Litecoin Network Recovers from Denial-of-Service Attack and Block Reorganization

On Friday and Saturday, the Litecoin network experienced a 13-block chain reorganization, effectively rewinding 32 minutes of network activity. This occurred after attackers exploited a vulnerability in the Mimblewimble Extension Block (MWEB) protocol, enabling a denial-of-service attack against major mining pools. The vulnerability allowed invalid MWEB transactions to bypass nodes that had not been updated, before the network's longest valid chain corrected them. Following the incident, Litecoin Core released version 0.21.5.4, which includes important security updates, and users are advised to upgrade. According to the Litecoin Foundation, the bug has been fully patched, and the network is now operating normally. However, security researchers have pointed out that the vulnerability was privately patched between March 19 and 26, roughly four weeks before the attack, and the fix had not been publicly announced or mandated for all mining pools. This created a window of opportunity for attackers, who appeared to be aware of which miners were running the patched code and which were still vulnerable.
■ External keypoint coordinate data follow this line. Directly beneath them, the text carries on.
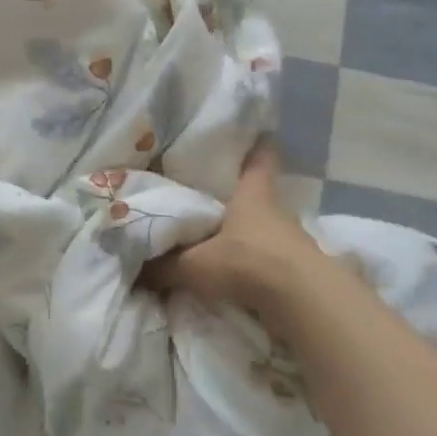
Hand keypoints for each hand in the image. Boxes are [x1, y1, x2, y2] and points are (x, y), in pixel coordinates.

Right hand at [142, 141, 322, 314]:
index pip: (261, 158)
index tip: (252, 134)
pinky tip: (236, 270)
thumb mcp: (195, 265)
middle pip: (259, 194)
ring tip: (218, 238)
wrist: (302, 301)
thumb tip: (135, 268)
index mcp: (253, 194)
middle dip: (239, 195)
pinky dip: (255, 261)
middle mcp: (276, 210)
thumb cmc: (247, 261)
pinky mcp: (298, 268)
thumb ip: (164, 266)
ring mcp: (291, 239)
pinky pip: (270, 257)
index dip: (257, 145)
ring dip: (246, 232)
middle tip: (210, 194)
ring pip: (264, 227)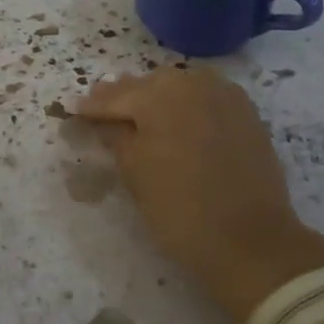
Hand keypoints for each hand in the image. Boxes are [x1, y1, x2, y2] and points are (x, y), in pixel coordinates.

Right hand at [75, 65, 323, 323]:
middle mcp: (193, 82)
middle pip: (148, 86)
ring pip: (178, 89)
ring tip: (138, 119)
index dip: (92, 107)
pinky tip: (176, 123)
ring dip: (157, 100)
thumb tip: (103, 120)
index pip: (115, 97)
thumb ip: (115, 136)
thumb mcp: (134, 172)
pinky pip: (205, 100)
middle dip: (125, 99)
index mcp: (159, 93)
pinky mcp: (246, 114)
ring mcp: (225, 95)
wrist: (251, 241)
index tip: (73, 110)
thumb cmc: (179, 207)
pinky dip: (186, 107)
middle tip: (102, 113)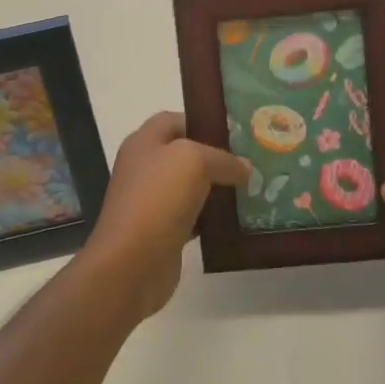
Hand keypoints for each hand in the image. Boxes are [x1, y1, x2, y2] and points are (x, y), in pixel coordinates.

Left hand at [82, 112, 249, 320]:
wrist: (131, 263)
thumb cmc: (157, 199)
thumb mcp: (194, 162)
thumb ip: (223, 159)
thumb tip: (244, 168)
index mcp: (144, 142)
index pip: (174, 120)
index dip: (203, 121)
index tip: (236, 133)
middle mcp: (145, 168)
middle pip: (185, 154)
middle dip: (217, 157)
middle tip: (251, 162)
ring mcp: (152, 202)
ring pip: (191, 187)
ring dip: (218, 189)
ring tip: (253, 189)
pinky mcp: (162, 232)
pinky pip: (194, 217)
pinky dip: (213, 219)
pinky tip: (237, 220)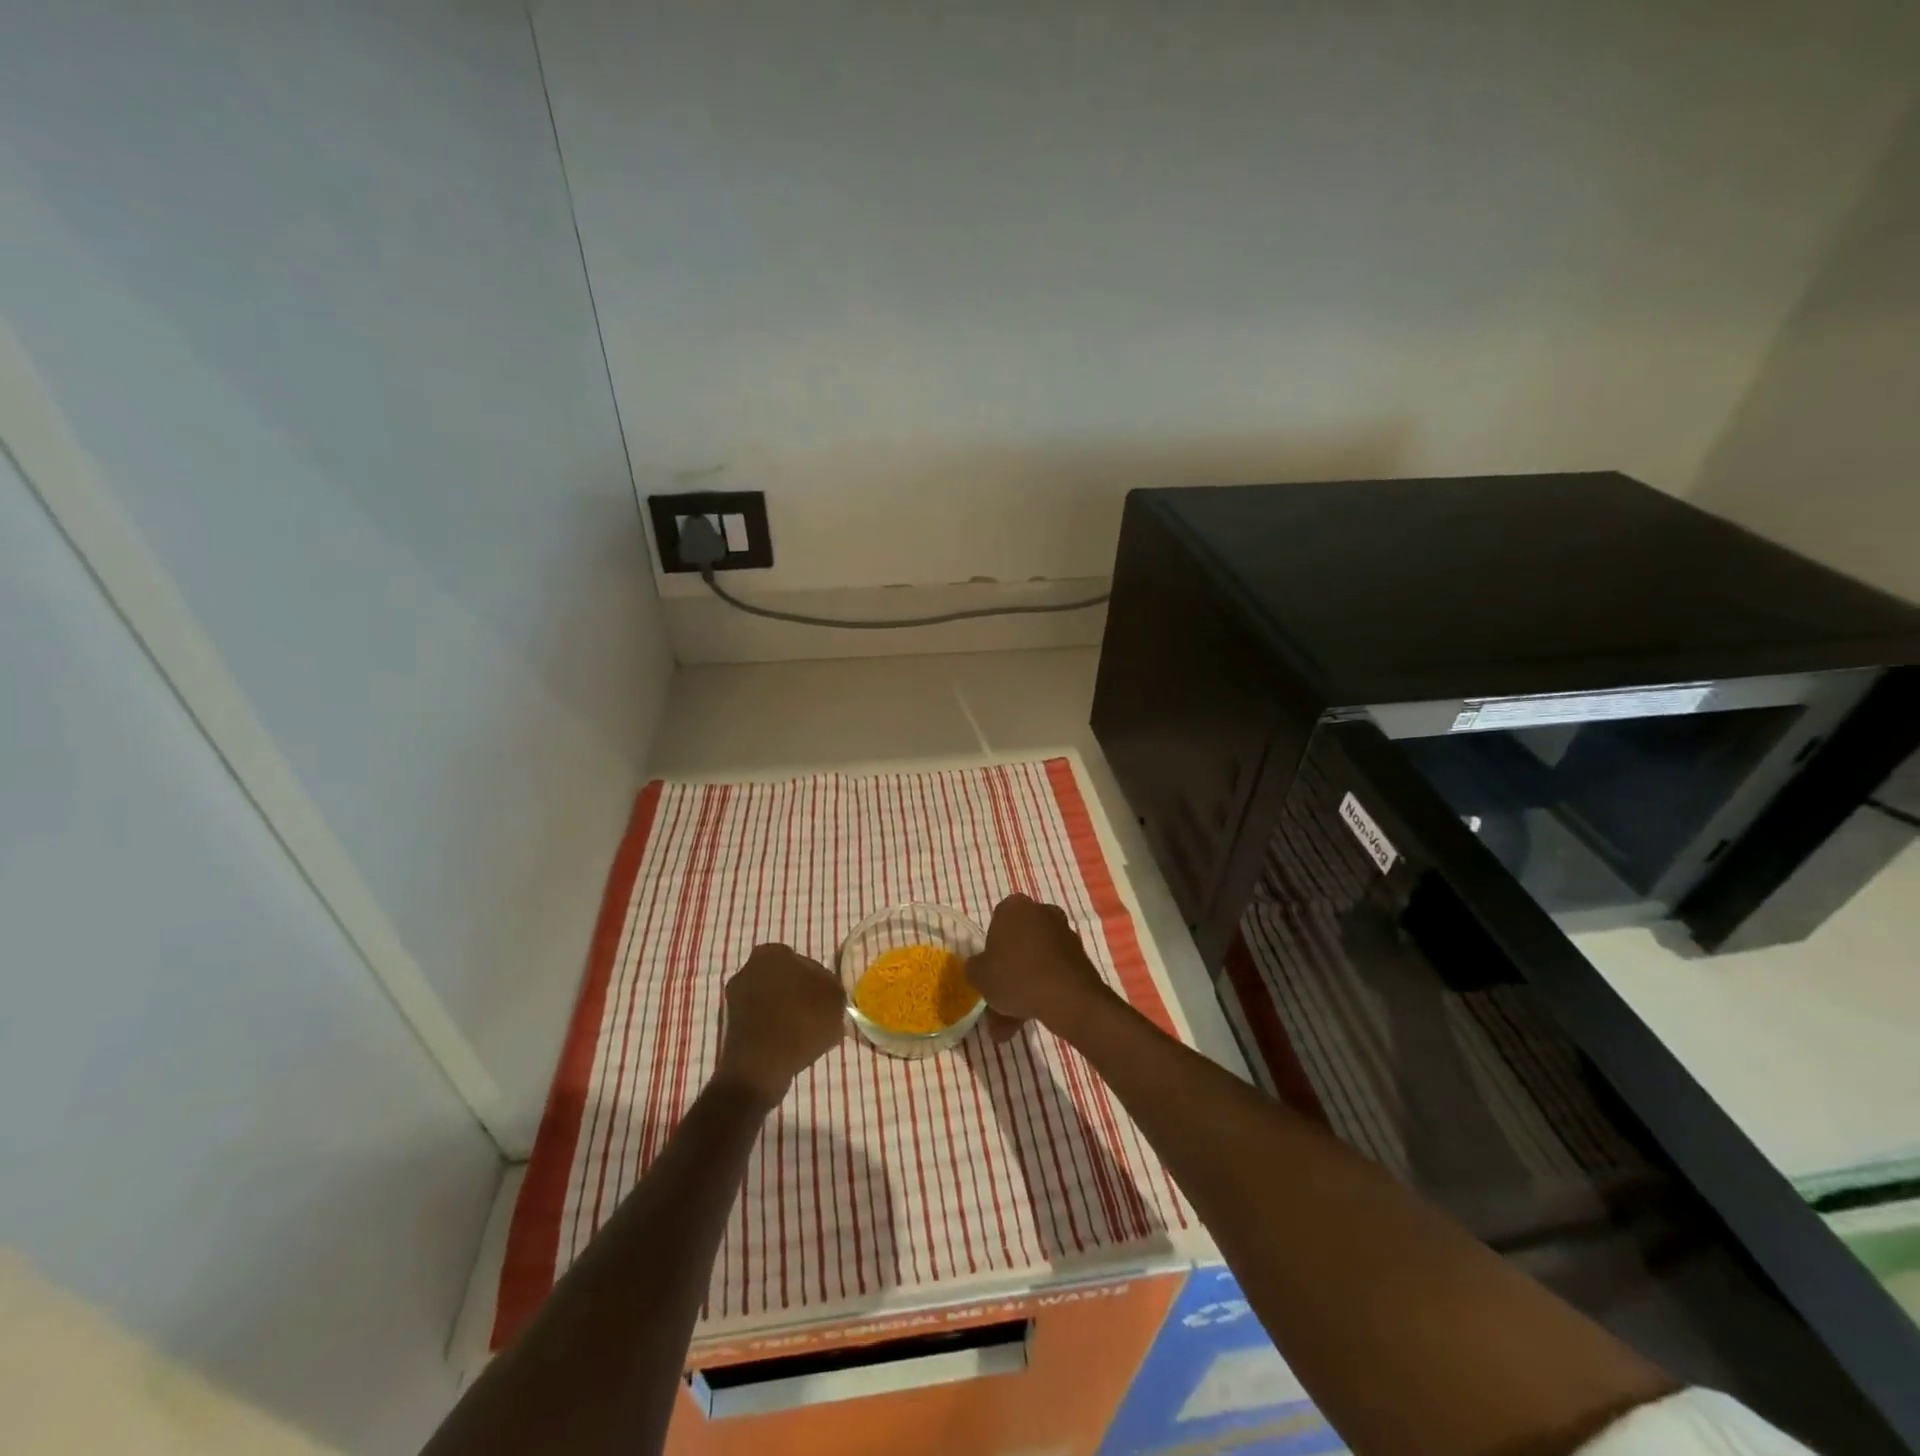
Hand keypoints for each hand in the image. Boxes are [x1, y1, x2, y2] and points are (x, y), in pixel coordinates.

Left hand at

The attack involved a denial-of-service vulnerability that was patched on April 25, and both fixes were included in the release 0.21.5.4 after the attack had begun. The exploitation of the vulnerability has raised concerns about the network's vulnerability to such attacks and the need for more coordinated and timely responses to security patches. Blockchain data showed that the attacker had pre-funded a wallet 38 hours before the exploit and had configured the destination address to swap LTC for ETH on a decentralized exchange. The denial-of-service attack and the MWEB bug were separate components, designed to take patched mining nodes offline and allow unpatched nodes to form a chain that included invalid transactions. The network's automatic handling of the 13-block reorganization once the DoS stopped suggests that enough hashrate was running updated code to eventually overpower the attack. The incident highlights the differences in how various networks respond to exploits and the challenges faced by older proof-of-work networks like Litecoin and bitcoin in coordinating upgrades and pushing patches network-wide.